Posted On - 22 January, 2024 • By - King Stubb & Kasiva

[1]SEBI, on December 22, 2023, invited comments from stakeholders and the public on introducing the T+0 and optional instant settlement cycles, alongside the existing T+1 settlement cycle in the secondary equity cash segment.

Highlighting previous efforts to reduce settlement cycles from T+5 in 2002 to T+1 in 2021, SEBI emphasized the need to adapt to technological advancements and promote investor-friendly measures. The proposal aims to provide low-cost, high-speed alternatives, attracting more participants to the Indian Securities Market with shorter settlement cycles on T+0 and optional instant settlement.

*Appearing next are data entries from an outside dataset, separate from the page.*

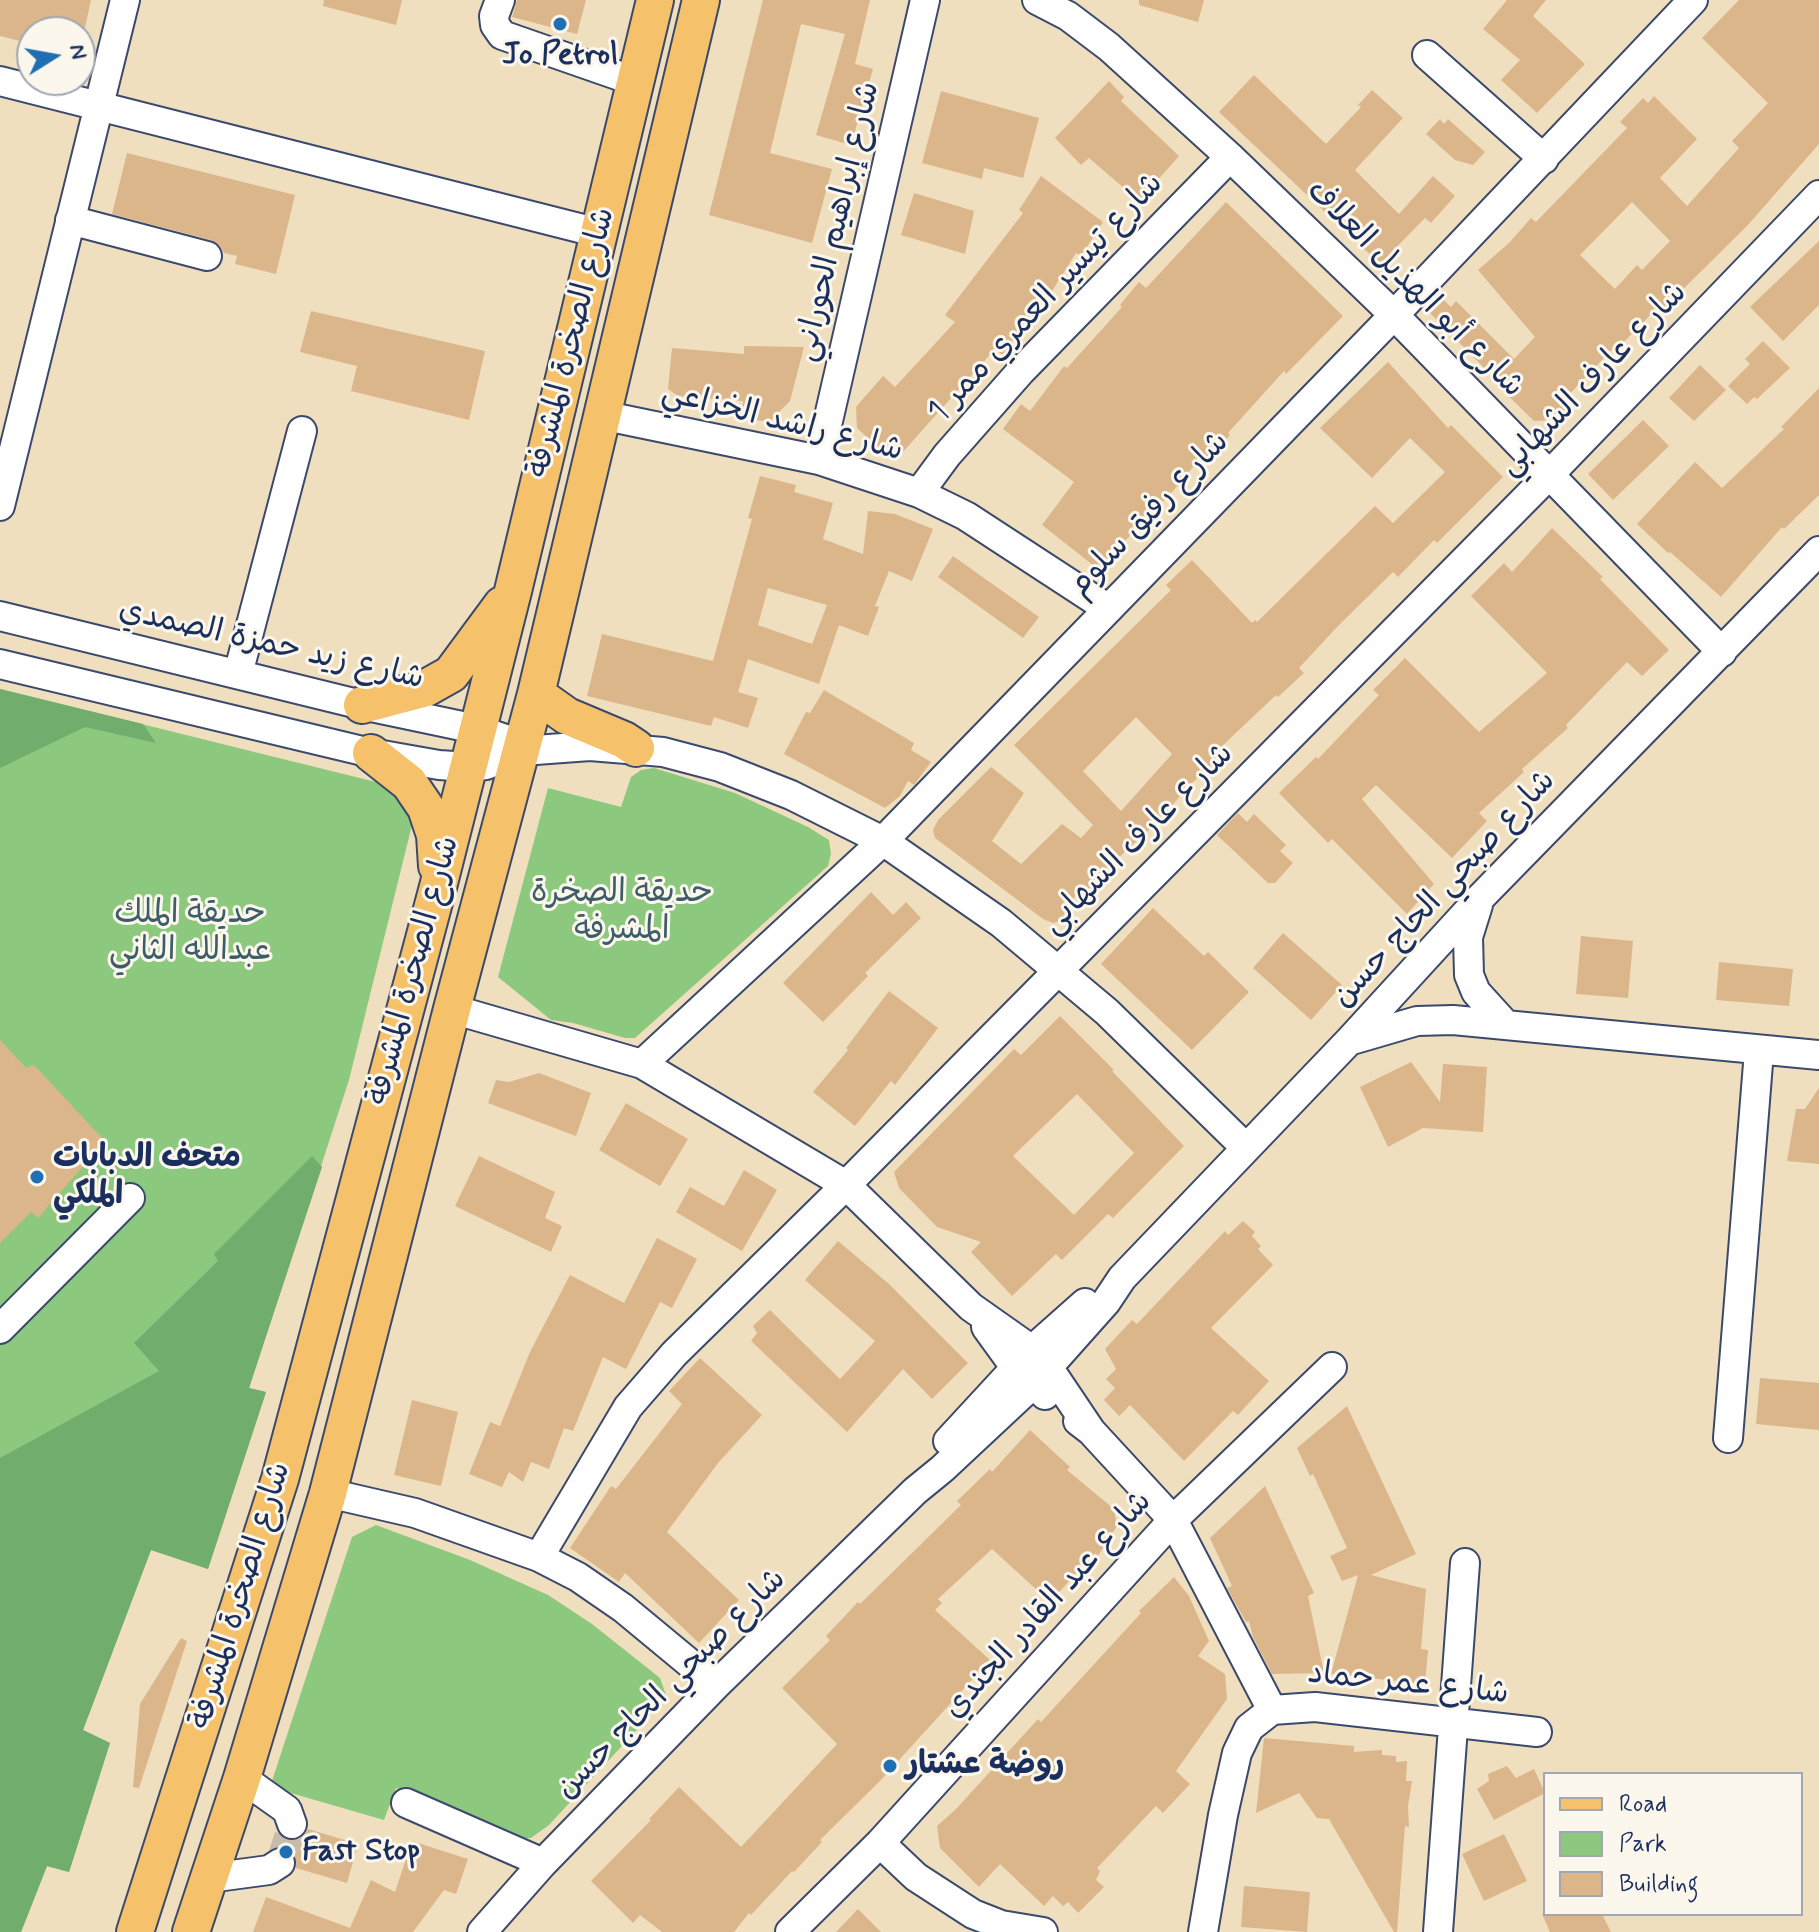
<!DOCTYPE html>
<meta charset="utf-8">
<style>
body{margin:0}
#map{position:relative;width:1819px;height:1932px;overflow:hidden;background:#f0dfbe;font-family:Mynerve,sans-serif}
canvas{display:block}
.legend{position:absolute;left:1543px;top:1772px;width:260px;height:144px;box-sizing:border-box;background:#fbf7ec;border:2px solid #a1a7b3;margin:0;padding:10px 14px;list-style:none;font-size:24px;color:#1b2f5e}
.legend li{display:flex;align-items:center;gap:16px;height:40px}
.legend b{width:40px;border:2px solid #a1a7b3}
.north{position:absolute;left:16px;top:16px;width:80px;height:80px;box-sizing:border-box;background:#fbf7ec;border:2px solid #a1a7b3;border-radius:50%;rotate:79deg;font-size:22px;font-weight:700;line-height:32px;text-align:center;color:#1b2f5e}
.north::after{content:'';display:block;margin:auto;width:28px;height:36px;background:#1f6fb2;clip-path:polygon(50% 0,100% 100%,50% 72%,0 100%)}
</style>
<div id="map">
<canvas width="1819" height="1932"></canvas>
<ul class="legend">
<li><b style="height:10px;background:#f5c16b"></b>Road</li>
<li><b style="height:22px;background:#8cc97e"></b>Park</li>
<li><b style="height:22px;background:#dbb68b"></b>Building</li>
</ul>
<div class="north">N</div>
</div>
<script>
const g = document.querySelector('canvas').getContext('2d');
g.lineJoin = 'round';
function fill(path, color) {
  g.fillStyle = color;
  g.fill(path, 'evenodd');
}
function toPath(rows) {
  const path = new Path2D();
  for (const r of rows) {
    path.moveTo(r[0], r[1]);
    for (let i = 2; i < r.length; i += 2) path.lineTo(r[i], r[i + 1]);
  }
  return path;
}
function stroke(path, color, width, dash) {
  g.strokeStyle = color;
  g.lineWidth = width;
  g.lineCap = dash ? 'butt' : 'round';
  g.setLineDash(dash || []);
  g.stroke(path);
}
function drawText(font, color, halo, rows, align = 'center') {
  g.font = font + ' Mynerve,"Playpen Sans Arabic",sans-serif';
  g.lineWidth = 6;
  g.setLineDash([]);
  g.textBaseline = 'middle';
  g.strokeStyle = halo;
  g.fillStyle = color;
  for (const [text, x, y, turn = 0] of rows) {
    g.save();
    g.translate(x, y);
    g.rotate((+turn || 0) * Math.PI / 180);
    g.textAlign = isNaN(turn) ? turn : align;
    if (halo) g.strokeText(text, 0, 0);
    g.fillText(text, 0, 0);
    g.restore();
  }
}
fill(toPath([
 [0,689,384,784,393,789,410,815,412,825,349,1080,249,1388,266,1392,208,1569,151,1550,83,1730,110,1743,69,1872,47,1866,21,1932,0,1932],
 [654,768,735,793,808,827,829,840,831,854,828,866,635,1038,625,1038,573,1023,551,1020,498,977,548,788,621,807,631,777,641,770],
 [376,1525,470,1560,548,1595,592,1624,660,1678,666,1695,655,1710,549,1825,531,1838,511,1839,396,1788,384,1820,270,1787,352,1537]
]), '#8cc97e');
fill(toPath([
 [0,689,143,724,156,743,85,727,0,768],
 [312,1156,322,1167,249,1388,266,1392,208,1569,151,1550,83,1730,110,1743,69,1872,47,1866,21,1932,0,1932,0,1458,159,1371,134,1343,218,1261,214,1254]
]), '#71ad6d');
fill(toPath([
 [0,0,91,0,84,32,32,32,32,44,0,36],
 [324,0,402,0,396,25,323,6],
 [517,0,586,0,577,34,512,17],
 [763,0,870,0,855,64,873,69,851,145,816,135,845,34,801,24,770,153,832,169,812,243,709,215],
 [1139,0,1204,0,1198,22,1139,5],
 [1507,0,1546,0,1533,16,1585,64,1537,113,1501,80,1520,60,1483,29],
 [1739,0,1819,0,1819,144,1747,226,1659,313,1655,310,1622,344,1619,342,1564,400,1570,406,1554,420,1534,421,1493,381,1495,379,1430,313,1444,300,1451,307,1456,301,1514,359,1535,337,1478,270,1509,243,1531,218,1536,222,1627,128,1620,122,1643,98,1648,103,1654,96,1697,139,1660,178,1687,206,1739,148,1732,141,1768,103,1702,38],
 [1632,202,1670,241,1642,270,1637,265,1615,289,1580,255],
 [1254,75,1326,144,1361,107,1358,105,1372,90,1403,118,1355,170,1399,214,1433,176,1455,196,1431,223,1425,218,1380,264,1219,112],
 [1109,81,1124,97,1121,101,1179,156,1139,201,1089,158,1081,165,1055,138],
 [941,91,1039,118,1023,178,984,168,982,179,922,163],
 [1440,119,1444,124,1448,119,1485,152,1473,165,1455,160,1426,134],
 [127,153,295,195,276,274,235,264,237,256,224,253,219,245,211,240,112,214],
 [1041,176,1103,222,1081,256,1076,253,1042,307,1038,304,1003,355,995,349,901,454,890,458,857,428,856,407,883,376,895,387,955,322,945,315,1023,213,1019,210],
 [914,193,974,211,965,254,901,235],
 [1226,202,1343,316,1286,374,1284,371,1228,433,1230,435,1209,459,1204,454,1173,491,1122,544,1103,573,1042,525,1074,482,1003,429,1021,404,1030,411,1064,366,1067,368,1122,307,1120,305,1139,282,1146,288],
 [1819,241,1819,305,1783,341,1750,307],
 [311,311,485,351,469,420,351,391,357,366,300,352],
 [1763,341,1790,368,1757,399,1754,397,1747,404,1728,386,1750,364,1745,359],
 [744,346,804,347,790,401,770,421,742,420,743,401,678,396,668,389,672,348,744,354],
 [1388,362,1448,428,1451,425,1503,477,1437,543,1434,540,1398,577,1393,572,1337,627,1299,668,1304,673,1278,697,1276,695,1219,749,1223,753,1185,790,1161,819,1106,869,1107,871,1083,895,1079,890,1060,921,1053,923,1043,919,935,838,933,830,938,820,991,767,1024,793,992,841,1021,864,1062,824,1081,838,1093,825,1014,745,1171,590,1166,585,1192,560,1252,623,1255,620,1257,622,1375,506,1393,523,1445,472,1410,438,1372,478,1320,428],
 [1136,717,1172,754,1121,811,1083,771],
 [1700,365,1726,390,1694,421,1669,398],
 [1819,388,1819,495,1784,529,1782,527,1721,597,1670,552,1668,553,1637,524,1695,462,1722,488,1784,429,1781,427],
 [1643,420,1669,446,1613,500,1588,474],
 [760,476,796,485,794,492,833,503,823,539,863,554,868,511,895,514,933,529,912,581,889,571,875,606,879,607,868,636,839,625,819,684,748,659,738,692,758,698,748,728,714,717,711,726,587,696,602,634,713,661,752,519,748,518],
 [768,588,827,605,812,644,758,625],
 [1552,528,1603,577,1600,579,1669,650,1642,676,1627,662,1566,725,1568,728,1522,769,1524,772,1479,813,1487,821,1452,858,1376,785,1362,799,1434,884,1407,914,1332,839,1328,843,1279,793,1316,757,1318,759,1379,695,1373,690,1405,658,1479,732,1547,673,1471,596,1504,563,1512,572],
 [953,556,1039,617,1023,638,938,577],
 [824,690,914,743,911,750,931,762,914,785,908,781,900,796,885,808,784,754,806,712,810,713],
 [1238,813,1247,822,1254,814,1286,845,1280,851,1293,863,1275,883,1268,883,1217,835],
 [871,892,893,915,906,902,921,918,865,973,868,976,823,1022,783,983],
 [1153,908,1204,956,1208,952,1249,992,1192,1050,1101,964],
 [1283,933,1342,985,1311,1020,1253,968],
 [1581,936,1633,941,1628,998,1576,994],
 [1719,962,1793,969,1789,1006,1716,1000],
 [889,991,938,1028,895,1085,891,1081,855,1126,813,1092,848,1050,846,1048],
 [1060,1016,1114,1070,1112,1071,1184,1146,1113,1218,1108,1214,1062,1260,1056,1254,1012,1296,971,1252,981,1242,937,1227,899,1188,894,1172,1014,1049,1021,1055],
 [1077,1094,1134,1153,1074,1215,1013,1156],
 [0,1040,26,1068,34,1065,105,1141,38,1218,31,1212,0,1243],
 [1411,1062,1440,1102,1443,1064,1487,1067,1483,1132,1423,1128,1388,1147,1360,1087],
 [539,1073,591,1093,576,1136,488,1103,496,1080,509,1082],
 [1819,1088,1819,1164,1787,1161,1796,1109,1805,1109],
 [626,1103,688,1139,660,1186,599,1150],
 [479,1156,555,1192,545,1218,562,1226,551,1252,455,1206],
 [744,1170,777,1190,742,1251,676,1212,690,1187,724,1206],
 [1243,1221,1255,1232,1252,1236,1261,1246,1258,1249,1273,1265,1211,1328,1269,1381,1238,1415,1233,1411,1184,1461,1130,1405,1119,1416,1104,1400,1115,1388,1106,1379,1116,1369,1105,1349,1132,1320,1137,1324,1225,1231,1228,1235],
 [657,1238,697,1259,672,1308,660,1302,626,1369,603,1357,573,1431,564,1428,549,1469,531,1462,523,1482,509,1472,502,1487,469,1474,490,1422,500,1426,530,1352,570,1275,624,1303],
 [838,1241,889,1284,968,1363,932,1399,903,1369,847,1432,751,1341,757,1333,753,1326,770,1310,840,1379,875,1341,805,1280],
 [700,1358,762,1415,718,1463,667,1532,739,1600,699,1643,625,1573,619,1582,570,1548,611,1486,616,1489,682,1404,669,1391],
 [1760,1378,1819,1383,1819,1430,1756,1424],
 [412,1400,458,1412,441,1486,394,1475],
 [1347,1406,1416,1554,1371,1575,1426,1589,1421,1649,1428,1650,1425,1684,1331,1674,1358,1575,1342,1581,1330,1556,1347,1548,1313,1474,1310,1476,1297,1448],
 [1030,1430,1070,1467,1067,1470,1114,1509,1117,1526,1098,1556,1095,1553,1050,1602,992,1549,938,1599,942,1603,935,1610,990,1660,879,1782,820,1840,822,1842,794,1872,792,1871,751,1915,749,1913,734,1932,662,1932,640,1915,633,1923,591,1881,651,1820,649,1819,679,1787,741,1847,837,1744,782,1688,830,1640,826,1636,858,1602,860,1604,961,1505,957,1501,990,1469,992,1472],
 [1265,1486,1314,1593,1308,1596,1324,1673,1272,1674,1253,1637,1249,1621,1246,1622,1227,1588,1232,1586,1210,1538],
 [1174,1577,1189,1596,1209,1641,1198,1656,1225,1674,1227,1699,1176,1771,1190,1784,1163,1813,1156,1806,1097,1868,1100,1871,1096,1880,1104,1887,1078,1913,1068,1902,1063,1906,1053,1896,1044,1906,1000,1864,979,1887,940,1848,937,1826,956,1809,1038,1719,1041,1722,1141,1613,1139,1611],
 [181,1638,187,1641,139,1788,133,1787,140,1704],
 [1264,1738,1354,1746,1354,1752,1382,1750,1382,1755,1396,1756,1396,1762,1407,1761,1406,1781,1412,1781,1408,1806,1409,1827,1405,1826,1397,1932,1394,1932,1329,1819,1317,1818,1299,1793,1256,1813],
 [1507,1766,1516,1778,1534,1769,1545,1793,1494,1820,1477,1789,1489,1781,1488,1774],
 [308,1829,358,1844,347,1883,296,1868,294,1853,287,1848,279,1846,282,1837,297,1840,304,1836],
 [1504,1834,1527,1881,1484,1901,1462,1854],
 [412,1841,468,1859,456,1894,444,1890,413,1932,253,1932,266,1897,350,1928,371,1880,395,1892],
 [1244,1886,1310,1892,1307,1932,1241,1927],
 [858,1909,881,1932,836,1932],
 [1542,1914,1602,1914,1611,1932,1550,1932]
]), '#dbb68b');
stroke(toPath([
 [280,1863,292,1824]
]), '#c5bcab', 28, [28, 14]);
const minor = toPath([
 [500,0,494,16,495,25,502,35,637,82],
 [1037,0,1068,16,1109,47,1230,157,1394,315,1722,652],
 [1427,55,1544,159],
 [0,81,599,233],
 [70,220,207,256],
 [601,415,819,460,919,493,966,516,1107,608],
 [819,460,925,0],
 [919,493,947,455,1021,371,1230,157],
 [0,506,125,0],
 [0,616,362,705,476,729,508,740,522,751],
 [0,664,371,753,439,765,468,767,486,765,522,751,590,746,663,752,720,767,791,795,883,841,1001,923,1107,1012,1245,1147],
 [238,674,302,431],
 [1478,905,1468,937,1469,975,1476,992,1506,1025],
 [452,1009,642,1064,846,1185,971,1307,1032,1350,1048,1367,1091,1431],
 [1352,1040,1417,1021,1453,1020,1819,1055],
 [642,1064,883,841,1394,315,1693,0],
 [986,1327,1015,1367,1045,1395],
 [0,1329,130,1198],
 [1078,1421,1091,1431,1173,1520,1272,1710],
 [1728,1438,1759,1051],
 [948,1441,1032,1350,1085,1303],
 [328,1493,415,1513,539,1557,578,1577,623,1608,716,1685],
 [539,1557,628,1407,674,1354,846,1185,1550,474,1819,195],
 [242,1778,287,1810,292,1824],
 [406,1803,543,1863],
 [880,1843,916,1877,973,1914,1001,1925,1043,1932],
 [209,1878,269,1870,280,1863],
 [482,1932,543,1863,716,1685,915,1491,942,1469,1033,1384,1106,1302,1122,1278,1349,1041,1480,898,1819,551],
 [790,1932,880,1843,1173,1520,1332,1367],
 [1203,1932,1223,1815,1237,1753,1249,1728,1272,1710,1315,1707,1537,1732],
 [1438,1932,1465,1563]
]);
const major = toPath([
 [536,694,567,716,624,740,636,748],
 [362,705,426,688,451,674,502,605],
 [371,753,409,783,426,808,435,835,437,866],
 [135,1932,280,1479,438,887,513,591,655,0],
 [191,1932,242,1778,328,1493,452,1009,536,694,701,0]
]);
stroke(minor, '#3b496c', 32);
stroke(major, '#3b496c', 40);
stroke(minor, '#fff', 28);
stroke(major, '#f5c16b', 36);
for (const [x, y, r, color] of [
 [560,24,8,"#1f6fb2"],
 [37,1177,8,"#1f6fb2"],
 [890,1766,8,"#1f6fb2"],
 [286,1852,8,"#1f6fb2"]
]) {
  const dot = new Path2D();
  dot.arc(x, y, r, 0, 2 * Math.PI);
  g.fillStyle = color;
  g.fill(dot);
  stroke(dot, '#fbf7ec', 3);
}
drawText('bold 32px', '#1b2f5e', '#fbf7ec', [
 ["Jo Petrol",560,56,"center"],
 ["متحف الدبابات",53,1159],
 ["الملكي",53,1196],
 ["روضة عشتار",906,1766],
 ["Fast Stop",302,1852]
], 'left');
drawText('32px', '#1b2f5e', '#fbf7ec', [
 ["شارع إبراهيم الحوراني",839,222,-77],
 ["شارع أبو الهذيل العلاف",1414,290,45],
 ["شارع تيسير العمري ممر 1",1047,299,-47],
 ["شارع الصخرة المشرفة",573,343,-76],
 ["شارع عارف الشهابي",1594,380,-46],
 ["شارع راشد الخزاعي",782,423,14],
 ["شارع رفيق سلوم",1150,515,-46],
 ["شارع زيد حمزة الصمدي",271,646,13],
 ["شارع عارف الشهابي",1139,840,-45],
 ["شارع صبحي الحاج حسن",1445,890,-47],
 ["شارع الصخرة المشرفة",415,971,-75],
 ["شارع الصخرة المشرفة",242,1596,-73],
 ["شارع عبد القادر الجندي",1049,1606,-48],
 ["شارع صبحي الحاج حسن",672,1685,-45],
 ["شارع عمر حماد",1408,1685,6]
]);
drawText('32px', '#3d5d68', '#fbf7ec', [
 ["حديقة الصخرة",622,894],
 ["المشرفة",622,931],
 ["حديقة الملك",190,915],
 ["عبدالله الثاني",190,952]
]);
</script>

SEBI outlined key features, including instant receipt of funds and securities, reduced settlement risks, and enhanced investor protection by allowing direct crediting into clients’ accounts. The initiative is expected to bring flexibility to payouts, improve market efficiency, and enhance overall risk management for Clearing Corporations, as trades are backed by upfront funds and securities. Concerns were raised about liquidity fragmentation, increased trading costs due to upfront fund and security requirements, and potential price divergences between T+0 or instant settlement cycles and the T+1 settlement cycle. SEBI addressed the liquidity fragmentation concern, suggesting that participants accessing both T+0 (or instant settlement) and T+1 markets could bridge price and liquidity gaps. SEBI welcomes feedback to refine the regulatory framework for settlement cycles in Indian securities markets.